I think people are going to listen with intent and obviously people get better at playing their instruments over the years. I mean, we were all twenty-two and twenty when we recorded that album, so obviously playing is going to be a little different. Look, I don’t think people think we’re trying to supersede the original album. I think we’re just paying homage to it.
Do you think you feel more satisfied with making those kind of adjustments to the songs you mentioned listening to it back now?
It’s just kind of how it feels after doing it live for so long. The songs obviously have to grow over time, not even through forcing it, they get their own little quirks. I think of vocals differently now. I go, oh, wow, it means a different thing to me now sometimes, some of the stuff I sing. It was always an exercise in just putting this band, we’re a great unit, we play unreal together. Well, I hope we do. I just think it’s a nice kind of thing to have in your collection to round it out.
Was it important to reconnect and have the original producer involved as part of this process as well?
Yeah, Steve has been an integral part. Obviously he was the producer on the first two albums, which are my favourite albums of that period, and then he came back for the fourth album. We were going through membership changes, so it’s a very funny dynamic, as I’m sure you’ve spoken a lot to bands, and things go awry, relationships sour and stuff like that. To have Steve back on board is amazing. He’s the person that’s given our music kind of the little quirks and twists that I love about it. So yeah, it’s great to work with him.
It must be cool to have coloured vinyl out as well?
I’ve been jealous for about two years going into JB and seeing the vinyl collection just getting bigger and bigger, and I’m like, “I want to see a Jets album,” because when All for One came out on, it wasn’t a massive vinyl run even in the beginning.

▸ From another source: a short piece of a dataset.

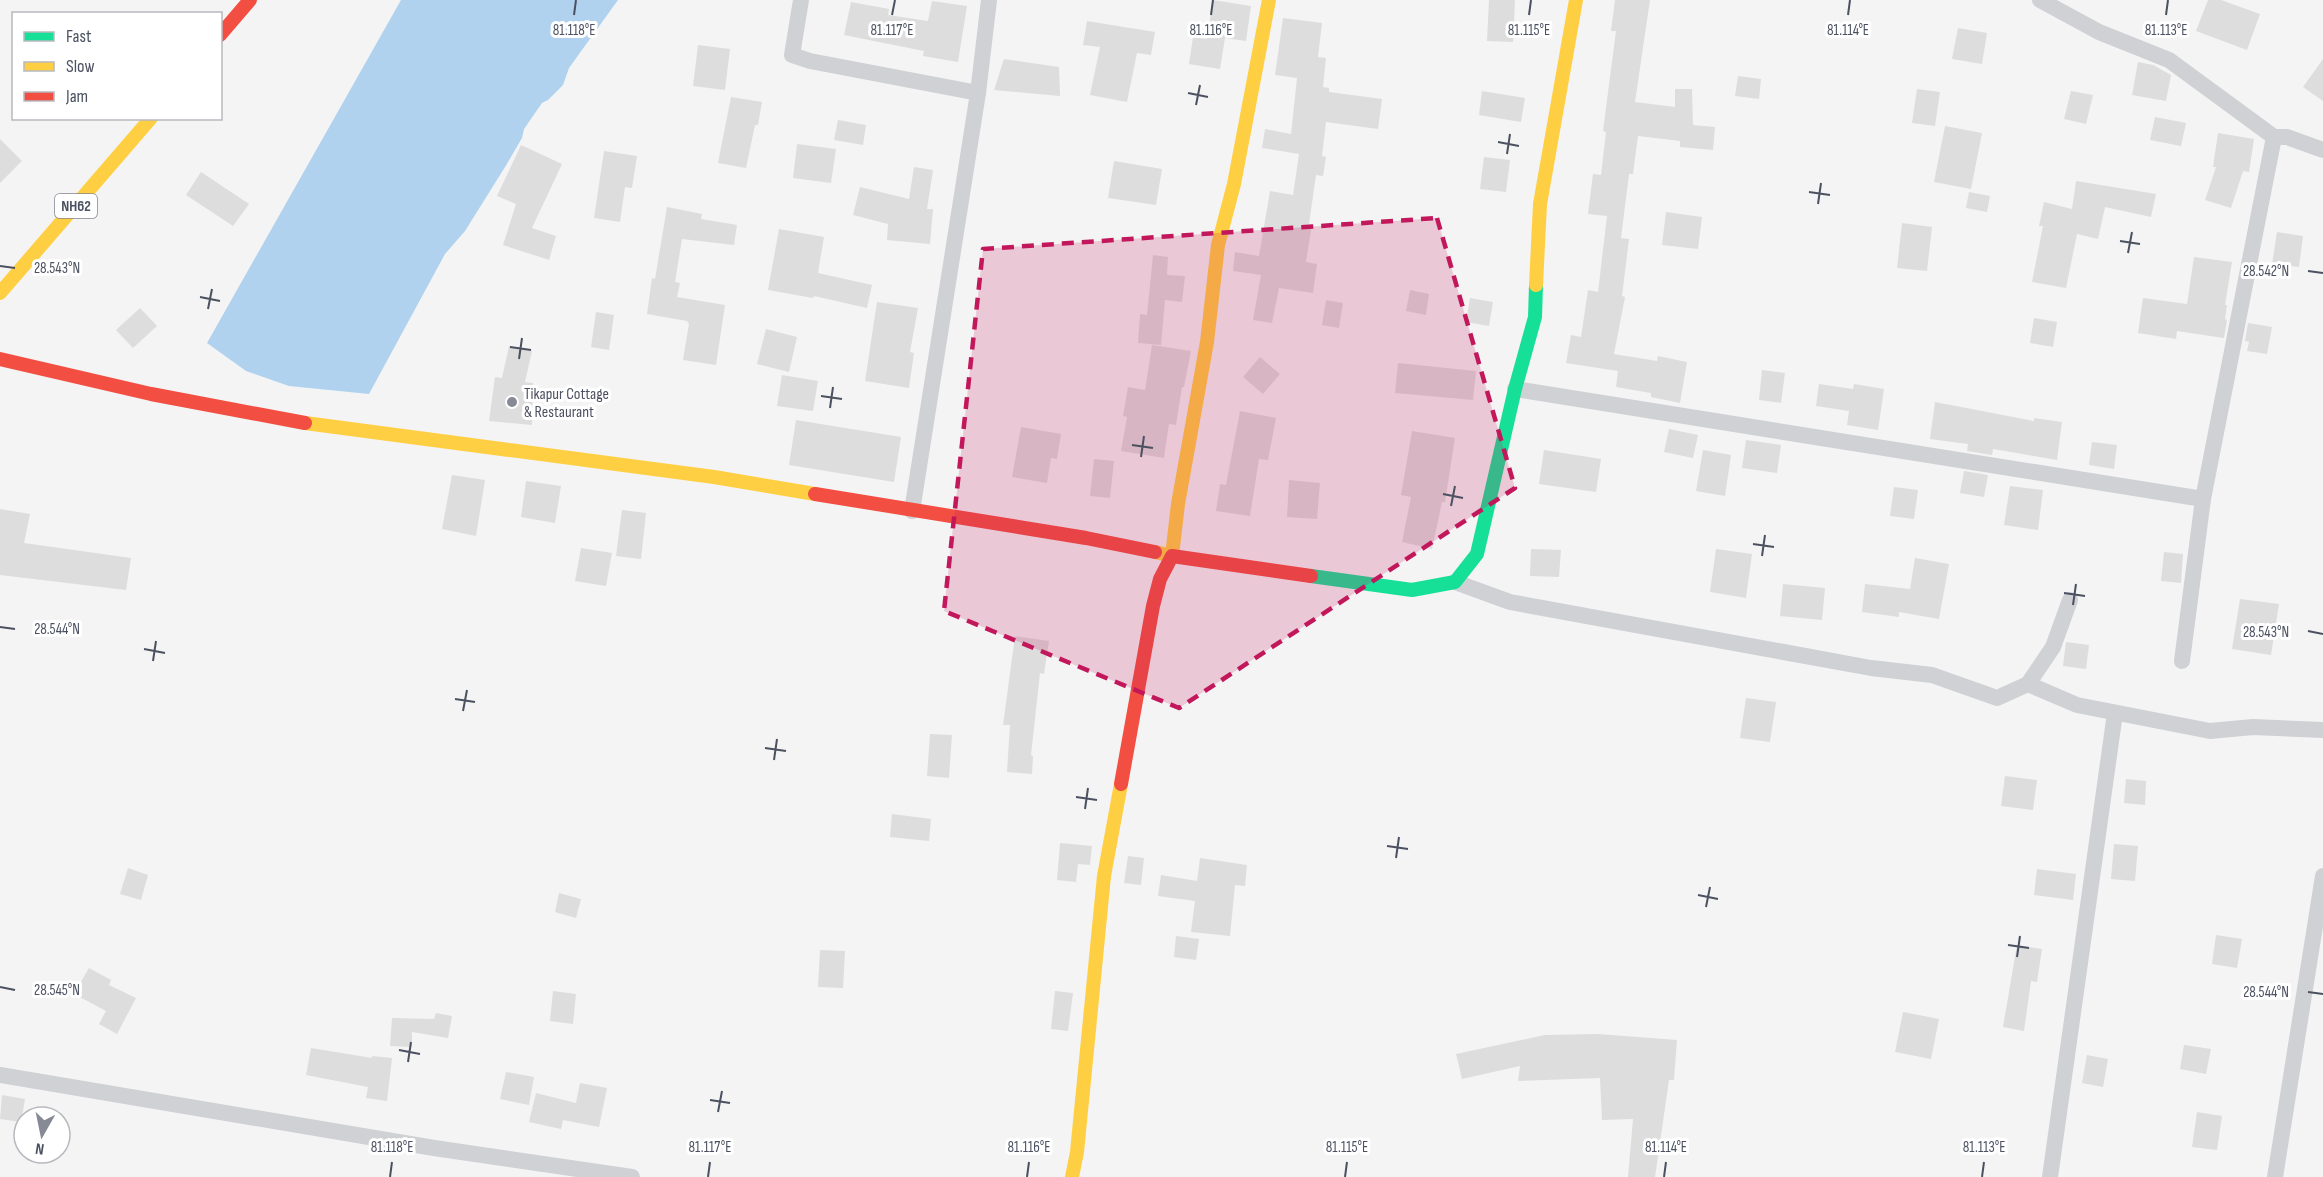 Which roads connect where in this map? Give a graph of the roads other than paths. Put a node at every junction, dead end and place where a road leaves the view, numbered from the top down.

Because CD’s had taken over everything. I’ve got vinyl singles and stuff like that, but yeah, to be able to walk into JB and see The Jets in the vinyl rack is very gratifying. I think all the fans will be stoked about it. It’s not like, as I said, we’re not reinventing the wheel, but I think the fans are going to be as happy as I am to know that they can go and there’ll be a Jets album in there. Hopefully we’ll be doing a next version of Tear of Thought in a couple years. That’ll be after our next studio album comes out.
With the tour coming up, obviously there will be a lot of excitement building up. Are you looking to play the album start to end, or are you it up a little bit?

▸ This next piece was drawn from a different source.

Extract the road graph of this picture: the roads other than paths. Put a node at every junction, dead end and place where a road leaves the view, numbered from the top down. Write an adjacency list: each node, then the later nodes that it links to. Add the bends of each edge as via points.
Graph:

Yeah, we were just talking about that. I reckon start to finish is the way to go. I mean, it’s obviously not a new thing. Bands have started doing it probably five or ten years ago, but I just think it’s the best way to go is get out there and play the album start to finish, because it kind of clicks that thing in people’s minds. You know what song’s coming up on your favourite album, you know what’s next. You know that We Will Rock You is going to get straight into We Are the Champions. I think that’s the way we’re going to do it and then we’ll play a big set of all the other songs that aren’t on the album.
Having not played or tour much does the band feel rejuvenated and ready to go again?
I think there’s not many of us in the industry now who will go looking a gift horse in the mouth or taking anything for granted. My wife said to me the other day, “You’ve got this gap in the dates. They want you to do this.” And I’ll go, “Well, I’ll do it.” I’m like, “I’m never turning a gig down again.”
You mentioned a little bit earlier, a new album at some stage. That sounds exciting?
We’ve got a few songs in the can. Well, one song fully in the can. We’ve got about five that Cam, our drummer, put tracks down to while we were doing this re-record. That’s what we’re working towards next year will be the new album and just keep rolling on. I mean, obviously hitting milestones is good, but we’ve still got mountains to conquer. We’ve still got people to prove to that we are the best rock band in the world.